One of the things that I just love about sailing is 'you can't always get there from here.' Well, that's not true - we could have gotten there but, on the tack we were sailing, Dunn's River was smack dab ahead and winds were stiff so off we sailed. Change of plans work so well for us as we're both so flexible and not the least bit disappointed to let Mother Nature just push us where she wanted us to go. And, we couldn't have ended up in a more gorgeous spot.


So, we set off to sail around ten am. John had to reef the sail, which basically means there was some swearing, some sweating and some laughing as he set the sail up to be just half full. The wind was too stiff to have it go any further. As it was, Namaste clipped along at 7.2 knots and left quite a wake behind us. I didn't take the wheel on the way out as the wind was too much for me to even consider but John handled that boat like the pro sailor he is. So, we ended up rounding the bend into Dunn's River to the cove in about three hours.

There were only a handful of sailboats moored when we arrived so we picked a spot and put down the anchor. Up wine glass, toasting ensued, chicken was grilled and a fine time was had just watching the sun go down and enjoying an incredible evening on the water. It was 9:30 pm before we even realized the sun was setting! All in all, a fabulous evening on the Namaste. That boat is so meant to be. And, so is the Tiki Bar, in the very near future....who knows what winds will blow next weekend...

Well, since we didn't do the cruise, we've had some quite nice happy hours on the verandah with friends. Here's a fab picture (thanks Nikon ...) of Bobbi and newest little girl Gizmo.

And, these pics are the result of our run to Ron's house for Mother's Day after the non-cruise. A really great time was had.



Thursday, May 13, 2010

Update on outcome of the Cruise to Nowhere (literally).

So, I heard back from Vacations To Go, the booking agent I used to book the Cruise to Nowhere - unless you consider the sitting in the Baltimore port 'somewhere.' Anyway, they've agreed to return all of the cash outlaid on the cruise which we couldn't, quite sadly, take. I was impressed with the speed of their decision, having spent 3 sleepless nights kicking myself. But, in the end, as Bubie said, everything worked out the way it was supposed to. So, onward and upward to the Beach House in June, which, I'm confident, Mom will enjoy more anyway. She'll have access to a daily newspaper, a bayfront suite, gourmet dinners (as long as Sharyn is cooking), friends and family and a few dogs thrown in for good measure. John will bring the sailboat(s) down for some bay fun during the day, gambling in the evenings at the local casino, and happy hours at the neighborhood bar. Am getting excited already. Decided to not even unpack the suitcases...they'll just await the next trip.

Tuesday, May 11, 2010

A funny thing happened on the way to the cruise...

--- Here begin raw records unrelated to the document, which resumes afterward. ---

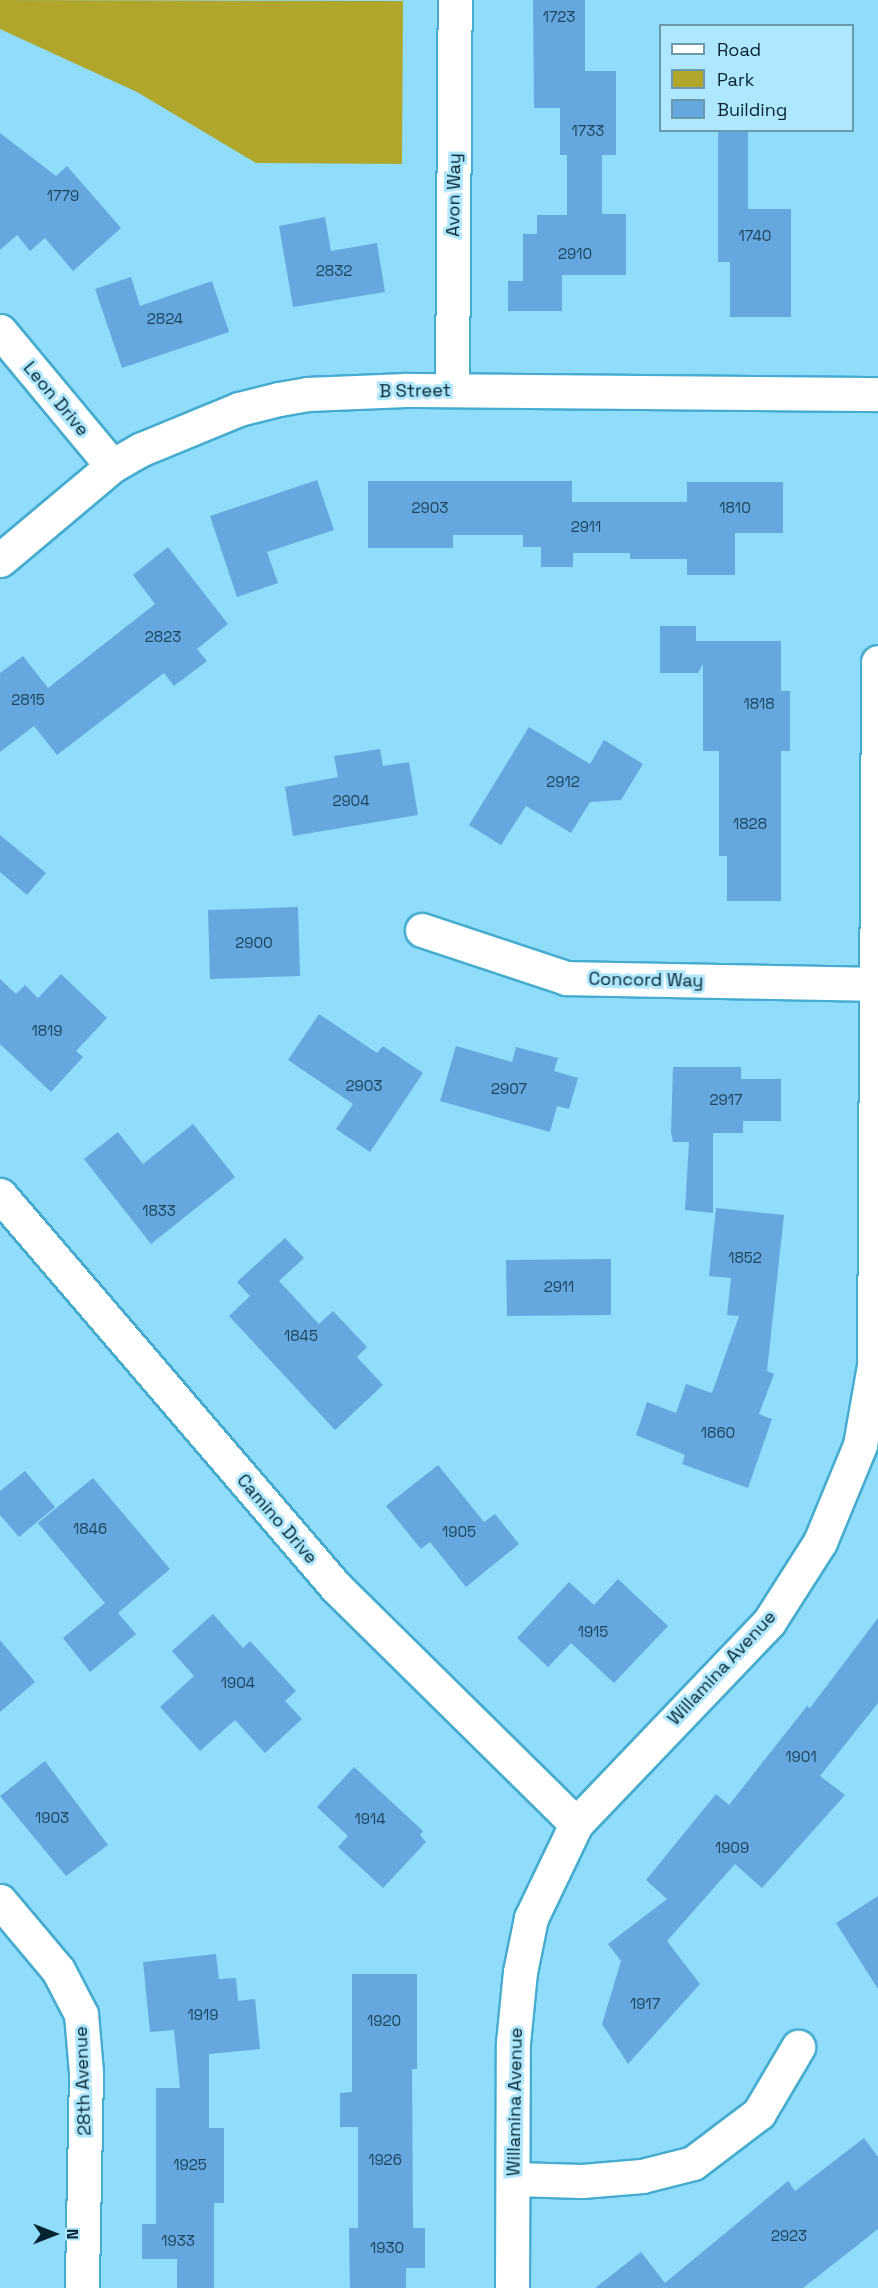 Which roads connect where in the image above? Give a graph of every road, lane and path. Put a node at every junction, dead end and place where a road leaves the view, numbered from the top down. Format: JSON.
{"nodes":[{"id":1,"x":455,"y":0,"type":"edge"},
{"id":2,"x":0,"y":331,"type":"edge"},
{"id":3,"x":452,"y":390,"type":"junction"},
{"id":4,"x":878,"y":394,"type":"edge"},
{"id":5,"x":112,"y":466,"type":"junction"},
{"id":6,"x":0,"y":560,"type":"edge"},
{"id":7,"x":878,"y":662,"type":"edge"},
{"id":8,"x":422,"y":930,"type":"dead end"},
{"id":9,"x":876,"y":984,"type":"edge"},
{"id":10,"x":0,"y":1195,"type":"edge"},
{"id":11,"x":576,"y":1824,"type":"junction"},
{"id":12,"x":0,"y":1901,"type":"edge"},
{"id":13,"x":798,"y":2047,"type":"dead end"},
{"id":14,"x":514,"y":2179,"type":"junction"},
{"id":15,"x":82,"y":2288,"type":"edge"},
{"id":16,"x":512,"y":2288,"type":"edge"}],
"edges":[{"from":1,"to":3,"type":"street","name":"Avon Way"},
{"from":2,"to":5,"type":"street","name":"Leon Drive"},
{"from":3,"to":4,"type":"street","name":"B Street"},
{"from":3,"to":5,"type":"street","name":"B Street"},
{"from":5,"to":6,"type":"street","name":"B Street"},
{"from":7,"to":9,"type":"street","name":"Willamina Avenue"},
{"from":8,"to":9,"type":"street","name":"Concord Way"},
{"from":9,"to":11,"type":"street","name":"Willamina Avenue"},
{"from":10,"to":11,"type":"street","name":"Camino Drive"},
{"from":11,"to":14,"type":"street","name":"Willamina Avenue"},
{"from":12,"to":15,"type":"street","name":"28th Avenue"},
{"from":13,"to":14,"type":"street"},
{"from":14,"to":16,"type":"street","name":"Willamina Avenue"}]}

...or not. Depends on your point of view.

So, I spent at least 5 days making sure I had everything needed to keep Mom healthy and happy for our 7 day cruise on the Carnival Pride out of Baltimore. New clothes? Check. Medicines for 9 days (just in case)? Check. Ensure plus meal supplements? Check. The Mary Tyler Moore show, season 1? Check. Keeping Mom propped up mentally and physically until we sailed Sunday? Check (and exhausting). Ad nauseum.

Packing for 2 (or sometimes, three...John's swim trunks? Check...)...I digressed.

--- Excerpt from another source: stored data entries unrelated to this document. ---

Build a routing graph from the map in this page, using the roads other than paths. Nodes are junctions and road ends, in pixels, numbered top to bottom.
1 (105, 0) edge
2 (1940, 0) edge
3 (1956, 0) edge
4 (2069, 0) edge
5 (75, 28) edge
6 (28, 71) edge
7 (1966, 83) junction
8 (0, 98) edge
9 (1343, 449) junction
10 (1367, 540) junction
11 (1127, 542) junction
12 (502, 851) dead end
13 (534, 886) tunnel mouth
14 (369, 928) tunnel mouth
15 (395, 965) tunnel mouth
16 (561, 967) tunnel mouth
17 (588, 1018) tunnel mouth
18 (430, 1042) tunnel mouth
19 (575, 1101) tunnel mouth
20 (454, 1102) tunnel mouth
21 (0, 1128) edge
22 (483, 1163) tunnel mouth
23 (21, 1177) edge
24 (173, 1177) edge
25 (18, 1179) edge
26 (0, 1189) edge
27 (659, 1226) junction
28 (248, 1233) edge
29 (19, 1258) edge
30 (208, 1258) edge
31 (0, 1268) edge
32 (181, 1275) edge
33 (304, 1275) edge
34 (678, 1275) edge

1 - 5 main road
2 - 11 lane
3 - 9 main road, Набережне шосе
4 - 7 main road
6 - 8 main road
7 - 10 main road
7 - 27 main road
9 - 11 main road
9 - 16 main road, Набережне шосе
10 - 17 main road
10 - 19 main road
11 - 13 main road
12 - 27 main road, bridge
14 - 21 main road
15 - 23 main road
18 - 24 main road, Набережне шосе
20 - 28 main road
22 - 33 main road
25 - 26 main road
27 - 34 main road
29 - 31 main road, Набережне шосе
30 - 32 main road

Since I chose not to breed (thank the Lord for small favors), I'm not quite used to being so responsible for the health and well being of someone else, but I did my damnedest to anticipate all of Mom's needs. Stockpile of magazines? Check. Warm clothes? Check. Small lap blanket? Check. Shaving her legs? Check. Checking that walker would go through the cabin's bathroom door? Screeching halt. S-C-R-E-E-C-H-I-N-G HALT! WTF??!

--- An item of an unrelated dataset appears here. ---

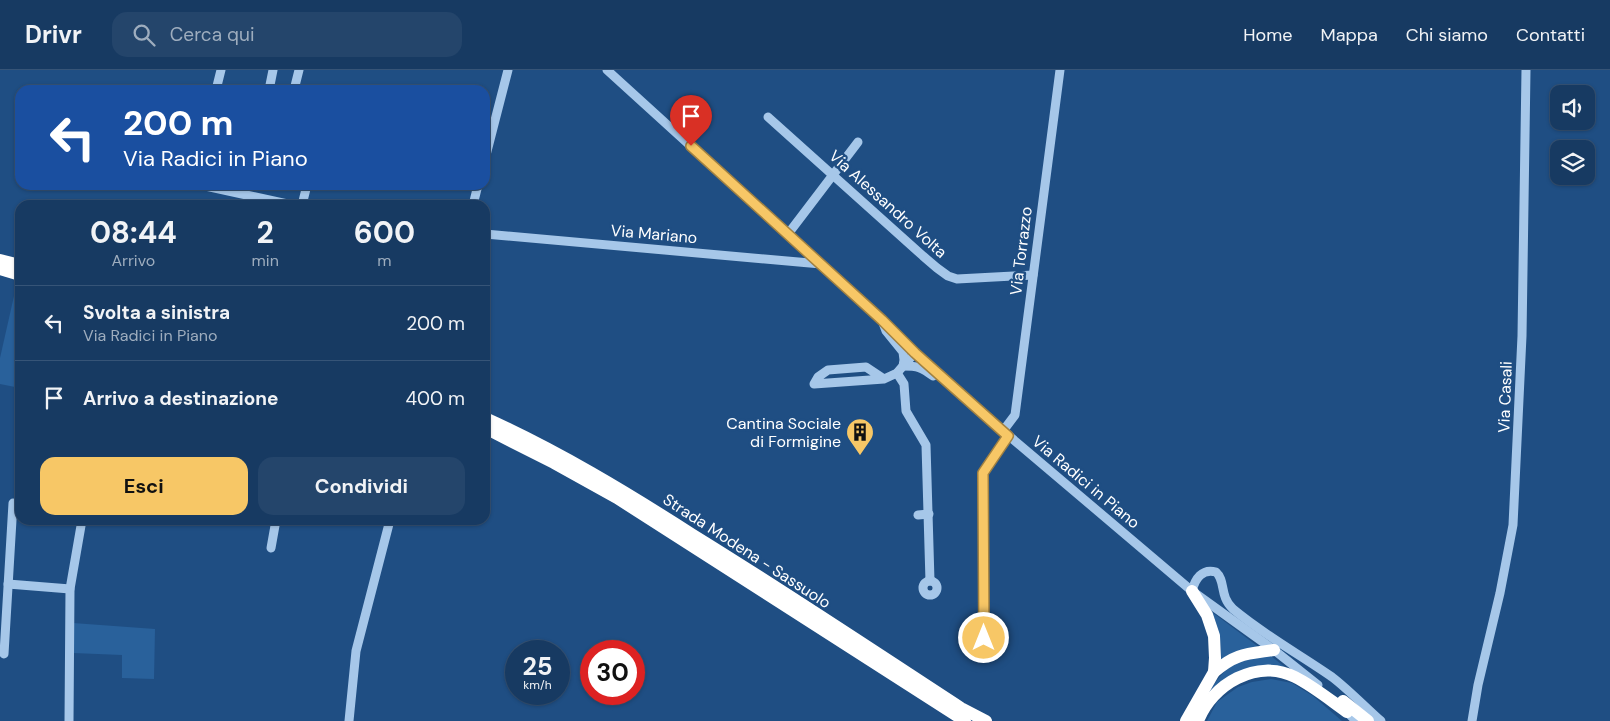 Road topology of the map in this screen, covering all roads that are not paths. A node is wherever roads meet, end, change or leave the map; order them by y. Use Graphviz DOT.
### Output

Now, when I booked the cruise, Eduardo, my cruise 'assistant' ensured me that I had the largest room next to the penthouse. Liar, liar, his pants are on fire. I quizzed him at length about the room setup and was assured that this room would work for the three of us. This room was nowhere near the largest, as could be evidenced by the fact that John and I peered into and entered many rooms on our frantic rush to the front desk of the Carnival Pride to try and rectify this potentially lethal situation. Mom, thankfully, took this development with grace and humor and laid down for a nap, content in the thought that 'I had it' (thanks again, Phyllis).

Let me tell you, the front desk personnel were not the friendliest, or most sympathetic folk. In fact, they could have cared less about our plight. Just wait until that 21 year old who 'helped' us ages...Note to self: I knew there was a reason I didn't want to sail with Carnival...

Anyway, I was in a mild panic, which escalated, when we found that the cruise was fully booked and we couldn't move to a more appropriate cabin. And, as the time neared to pulling out from the dock, the panic really set in. We just couldn't be trapped on this ship with a 93 year old who couldn't use the cabin bathroom! OMG! WTF? I repeat. WHAT THE F....!!!! So, we bundled Mom back up and raced downstairs where a manager assured me that we wouldn't be trapped. Turns out that they tell people they're leaving at 4 instead of the planned 5 pm departure for the 'dawdlers.' Why can't people just be on time? Anywho...

The manager was quite accommodating while listening to my panicked plea to please let us off this boat! She calmed me down and escorted our small party through the bowels of the ship. We were salmon swimming upstream but, shoot, I didn't care. All I longed for was the shore of the good old Baltimore cruise port.

I breathed a sigh of relief once we hit the on ramp (an 'off ramp' for our purposes...) and rolled back into the port to sit and wait for our luggage, which appeared 1.15 hours later. The port employees were quite wonderful and were, unlike Carnival, sympathetic to our plight. So, here we were, 3 very weary 'travelers' (having traveled an hour to the port), dumped unceremoniously in a small heap in plastic chairs being looked upon in askance from others boarding. And, on Mother's Day, no less. Shoot....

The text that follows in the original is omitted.